On board independence, we encouraged the need for more outside directors in our ACGM. We noted that outside board members will be more sensitive to society’s needs, thereby fostering a mutually beneficial co-existence between organisations and their environment. This will help to promote a ‘sense of peace and harmony’ through a stakeholder orientation rather than a shareholder-centric corporate governance structure and culture. Fourth, on the ‘sense of progress and prosperity’, ACGM allows the practise of a new model of capitalism, which balances profit concerns with social and environmental needs, thus benefiting shareholders and stakeholders alike.
Our ACGM idea opens the space for moving the Africapitalism momentum from its normative foundations to concretising its usability by firms in their governance, attempting to answer the ‘so what’ and the ‘how do I apply it’ questions managers and directors often have when they listen to us (and other advocates) speak about the philosophy.
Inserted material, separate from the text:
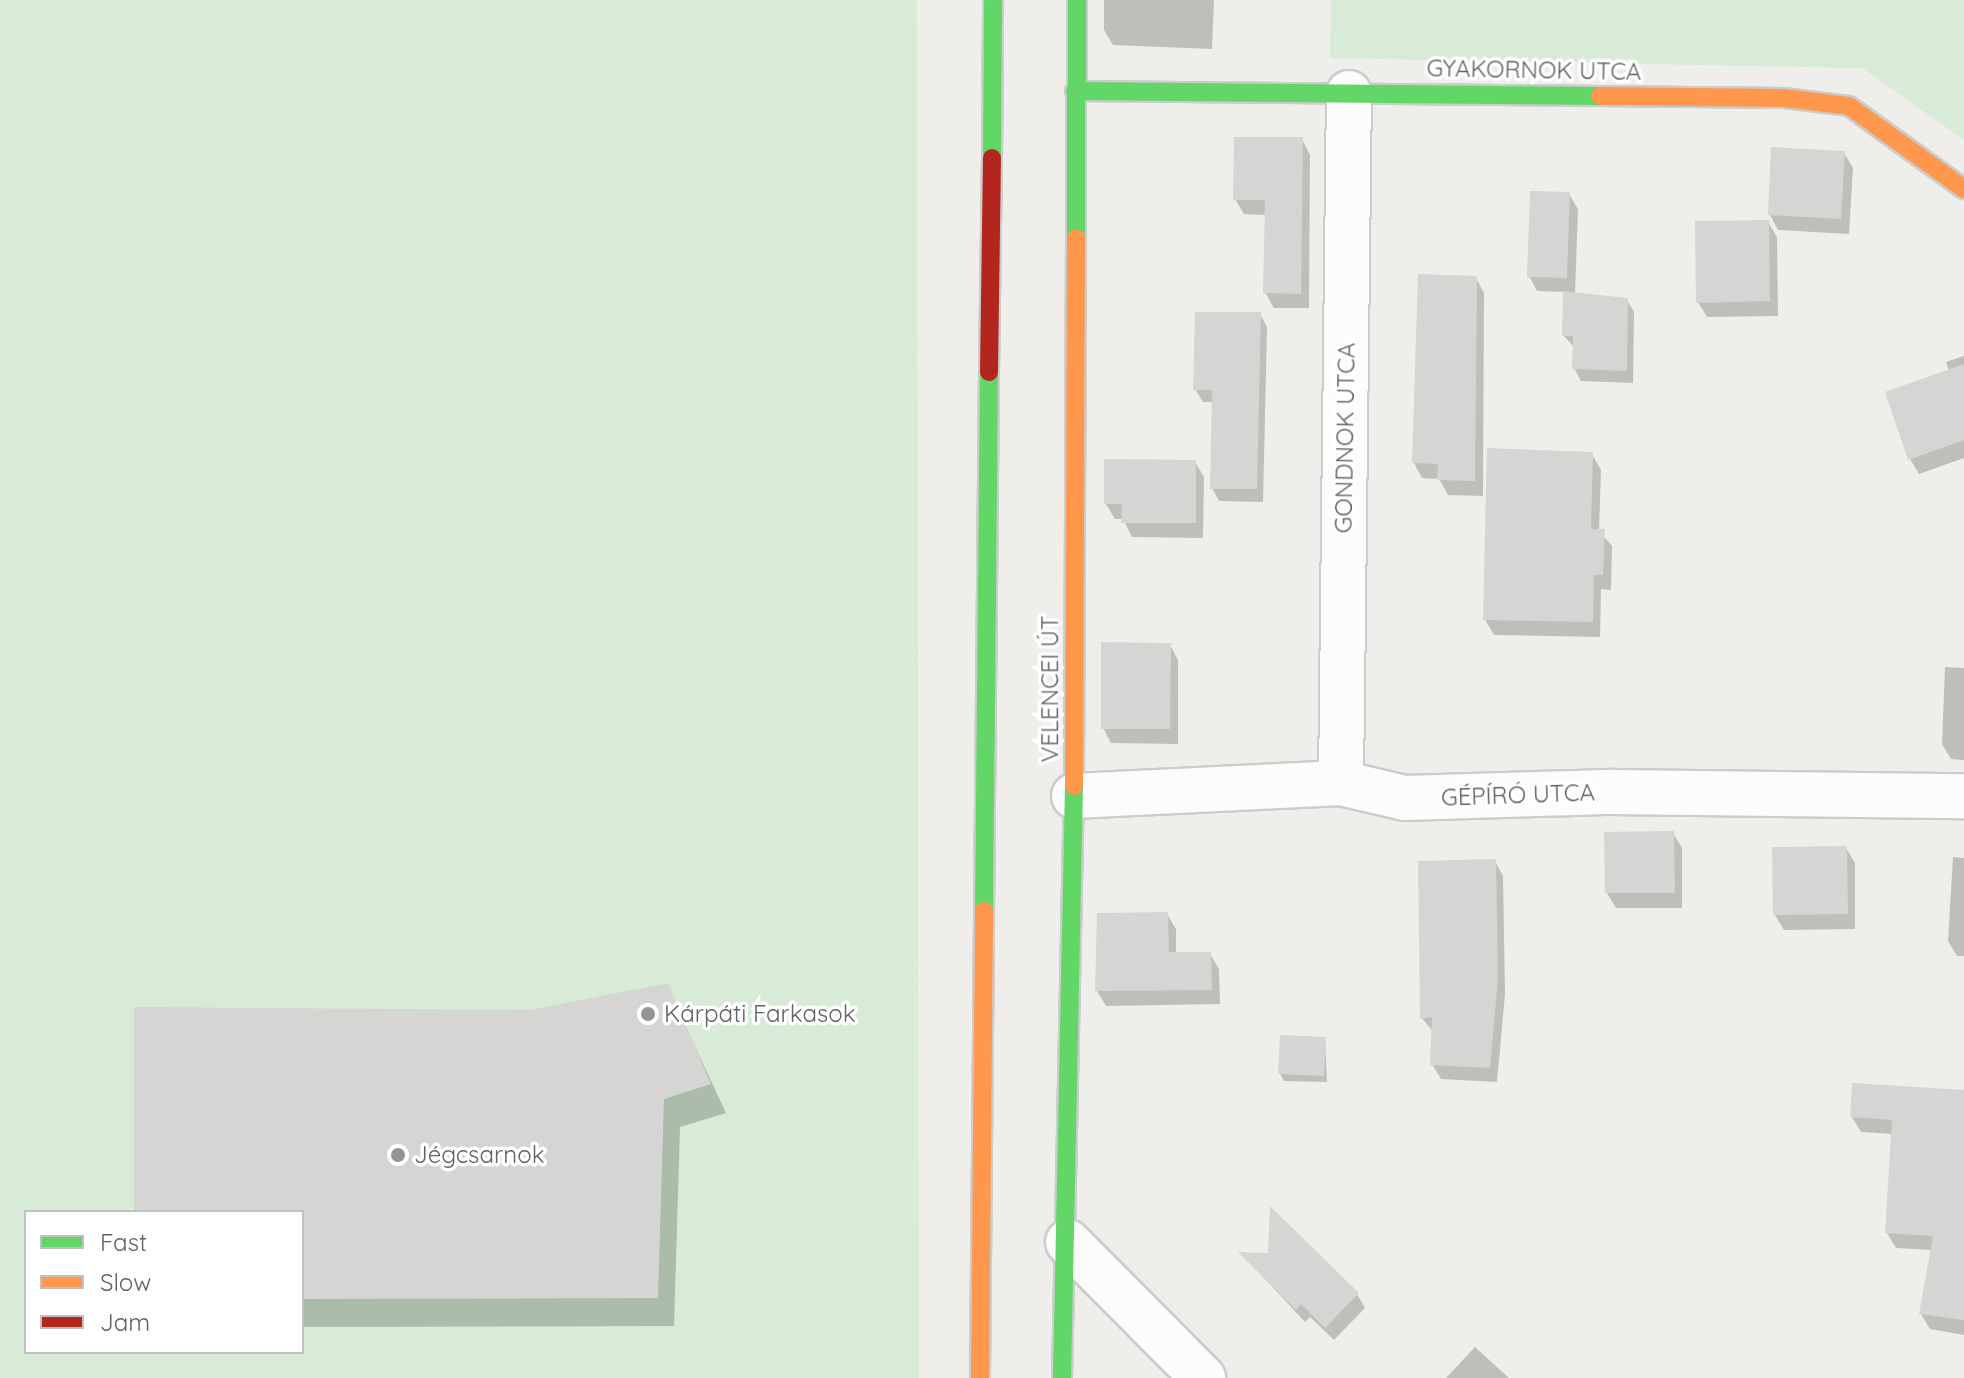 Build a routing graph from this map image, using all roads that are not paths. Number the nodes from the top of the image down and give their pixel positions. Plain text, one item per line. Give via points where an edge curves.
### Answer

Africapitalism in practice. In other words, Africapitalism, as a management philosophy, needs a corporate governance framework to make it practicable, and while the Africapitalism principles will inform the corporate governance of the firm, the latter also presents the structure and expression for Africapitalism.
Finally, as context matters to both Africapitalism and corporate governance, ACGM encourages Africa’s capitalism to develop its own semantic universe, with its originality, departing from the colonial scholarly, practice and policy framing of development in Africa. To put in another way – our model advances how we are and ought to be rather than how to fit in.